AIM OF THE EXERCISE: Output all of the records exactly, word for word.
****************************************
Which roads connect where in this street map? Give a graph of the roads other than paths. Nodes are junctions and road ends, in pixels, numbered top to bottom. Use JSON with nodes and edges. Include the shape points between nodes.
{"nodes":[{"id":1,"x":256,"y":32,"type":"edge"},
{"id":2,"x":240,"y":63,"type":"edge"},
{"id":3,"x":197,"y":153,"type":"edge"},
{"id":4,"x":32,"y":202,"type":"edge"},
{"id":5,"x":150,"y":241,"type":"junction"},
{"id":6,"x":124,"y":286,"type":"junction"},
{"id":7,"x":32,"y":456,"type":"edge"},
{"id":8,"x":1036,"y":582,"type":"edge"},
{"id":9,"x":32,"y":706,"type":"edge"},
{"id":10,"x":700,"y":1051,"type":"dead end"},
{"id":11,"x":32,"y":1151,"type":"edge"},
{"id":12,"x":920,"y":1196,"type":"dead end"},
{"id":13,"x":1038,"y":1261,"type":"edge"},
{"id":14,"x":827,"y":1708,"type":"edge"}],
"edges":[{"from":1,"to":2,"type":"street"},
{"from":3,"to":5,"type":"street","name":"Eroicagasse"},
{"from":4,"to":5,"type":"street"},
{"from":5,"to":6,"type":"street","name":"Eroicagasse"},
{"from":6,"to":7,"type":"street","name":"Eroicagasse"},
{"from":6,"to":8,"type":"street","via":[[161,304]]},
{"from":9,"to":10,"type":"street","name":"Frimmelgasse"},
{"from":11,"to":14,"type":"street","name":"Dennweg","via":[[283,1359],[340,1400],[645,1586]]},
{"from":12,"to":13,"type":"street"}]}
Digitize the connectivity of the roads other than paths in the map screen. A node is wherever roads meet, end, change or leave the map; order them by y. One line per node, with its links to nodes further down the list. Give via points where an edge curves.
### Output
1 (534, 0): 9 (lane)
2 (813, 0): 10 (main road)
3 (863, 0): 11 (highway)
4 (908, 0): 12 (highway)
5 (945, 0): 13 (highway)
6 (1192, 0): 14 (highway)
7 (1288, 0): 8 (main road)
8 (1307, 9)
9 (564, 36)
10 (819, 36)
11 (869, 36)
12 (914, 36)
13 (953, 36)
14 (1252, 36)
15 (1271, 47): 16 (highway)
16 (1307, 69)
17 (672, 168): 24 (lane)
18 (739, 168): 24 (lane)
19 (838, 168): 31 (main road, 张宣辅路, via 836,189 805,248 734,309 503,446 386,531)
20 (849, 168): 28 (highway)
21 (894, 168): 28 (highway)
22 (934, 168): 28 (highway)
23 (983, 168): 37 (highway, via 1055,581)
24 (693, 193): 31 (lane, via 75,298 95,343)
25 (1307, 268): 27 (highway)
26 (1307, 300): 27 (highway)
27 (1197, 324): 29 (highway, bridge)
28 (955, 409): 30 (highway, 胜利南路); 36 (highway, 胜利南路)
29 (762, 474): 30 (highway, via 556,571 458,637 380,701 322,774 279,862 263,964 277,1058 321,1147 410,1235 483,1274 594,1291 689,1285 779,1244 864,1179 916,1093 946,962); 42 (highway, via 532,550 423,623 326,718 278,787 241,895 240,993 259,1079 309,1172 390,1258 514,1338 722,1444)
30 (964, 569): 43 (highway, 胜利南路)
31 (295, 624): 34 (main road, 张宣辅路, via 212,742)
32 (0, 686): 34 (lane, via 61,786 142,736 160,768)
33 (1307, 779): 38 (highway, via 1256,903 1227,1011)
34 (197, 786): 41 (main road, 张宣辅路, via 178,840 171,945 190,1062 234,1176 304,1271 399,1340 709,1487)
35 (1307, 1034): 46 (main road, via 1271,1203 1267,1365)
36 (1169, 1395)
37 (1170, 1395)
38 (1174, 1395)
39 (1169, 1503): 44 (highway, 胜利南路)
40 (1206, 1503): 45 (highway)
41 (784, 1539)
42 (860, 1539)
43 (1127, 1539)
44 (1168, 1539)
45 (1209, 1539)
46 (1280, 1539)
****************************************
RESULT OF THE TASK:
Which roads connect where in this street map? Give a graph of the roads other than paths. Nodes are junctions and road ends, in pixels, numbered top to bottom. Use JSON with nodes and edges. Include the shape points between nodes.
{"nodes":[{"id":1,"x":256,"y":32,"type":"edge"},
{"id":2,"x":240,"y":63,"type":"edge"},
{"id":3,"x":197,"y":153,"type":"edge"},
{"id":4,"x":32,"y":202,"type":"edge"},
{"id":5,"x":150,"y":241,"type":"junction"},
{"id":6,"x":124,"y":286,"type":"junction"},
{"id":7,"x":32,"y":456,"type":"edge"},
{"id":8,"x":1036,"y":582,"type":"edge"},
{"id":9,"x":32,"y":706,"type":"edge"},
{"id":10,"x":700,"y":1051,"type":"dead end"},
{"id":11,"x":32,"y":1151,"type":"edge"},
{"id":12,"x":920,"y":1196,"type":"dead end"},
{"id":13,"x":1038,"y":1261,"type":"edge"},
{"id":14,"x":827,"y":1708,"type":"edge"}],
"edges":[{"from":1,"to":2,"type":"street"},
{"from":3,"to":5,"type":"street","name":"Eroicagasse"},
{"from":4,"to":5,"type":"street"},
{"from":5,"to":6,"type":"street","name":"Eroicagasse"},
{"from":6,"to":7,"type":"street","name":"Eroicagasse"},
{"from":6,"to":8,"type":"street","via":[[161,304]]},
{"from":9,"to":10,"type":"street","name":"Frimmelgasse"},
{"from":11,"to":14,"type":"street","name":"Dennweg","via":[[283,1359],[340,1400],[645,1586]]},
{"from":12,"to":13,"type":"street"}]}
Digitize the connectivity of the roads other than paths in the map screen. A node is wherever roads meet, end, change or leave the map; order them by y. One line per node, with its links to nodes further down the list. Give via points where an edge curves.
### Output
1 (534, 0): 9 (lane)
2 (813, 0): 10 (main road)
3 (863, 0): 11 (highway)
4 (908, 0): 12 (highway)
5 (945, 0): 13 (highway)
6 (1192, 0): 14 (highway)
7 (1288, 0): 8 (main road)
8 (1307, 9)
9 (564, 36)
10 (819, 36)
11 (869, 36)
12 (914, 36)
13 (953, 36)
14 (1252, 36)
15 (1271, 47): 16 (highway)
16 (1307, 69)
17 (672, 168): 24 (lane)
18 (739, 168): 24 (lane)
19 (838, 168): 31 (main road, 张宣辅路, via 836,189 805,248 734,309 503,446 386,531)
20 (849, 168): 28 (highway)
21 (894, 168): 28 (highway)
22 (934, 168): 28 (highway)
23 (983, 168): 37 (highway, via 1055,581)
24 (693, 193): 31 (lane, via 75,298 95,343)
25 (1307, 268): 27 (highway)
26 (1307, 300): 27 (highway)
27 (1197, 324): 29 (highway, bridge)
28 (955, 409): 30 (highway, 胜利南路); 36 (highway, 胜利南路)
29 (762, 474): 30 (highway, via 556,571 458,637 380,701 322,774 279,862 263,964 277,1058 321,1147 410,1235 483,1274 594,1291 689,1285 779,1244 864,1179 916,1093 946,962); 42 (highway, via 532,550 423,623 326,718 278,787 241,895 240,993 259,1079 309,1172 390,1258 514,1338 722,1444)
30 (964, 569): 43 (highway, 胜利南路)
31 (295, 624): 34 (main road, 张宣辅路, via 212,742)
32 (0, 686): 34 (lane, via 61,786 142,736 160,768)
33 (1307, 779): 38 (highway, via 1256,903 1227,1011)
34 (197, 786): 41 (main road, 张宣辅路, via 178,840 171,945 190,1062 234,1176 304,1271 399,1340 709,1487)
35 (1307, 1034): 46 (main road, via 1271,1203 1267,1365)
36 (1169, 1395)
37 (1170, 1395)
38 (1174, 1395)
39 (1169, 1503): 44 (highway, 胜利南路)
40 (1206, 1503): 45 (highway)
41 (784, 1539)
42 (860, 1539)
43 (1127, 1539)
44 (1168, 1539)
45 (1209, 1539)
46 (1280, 1539)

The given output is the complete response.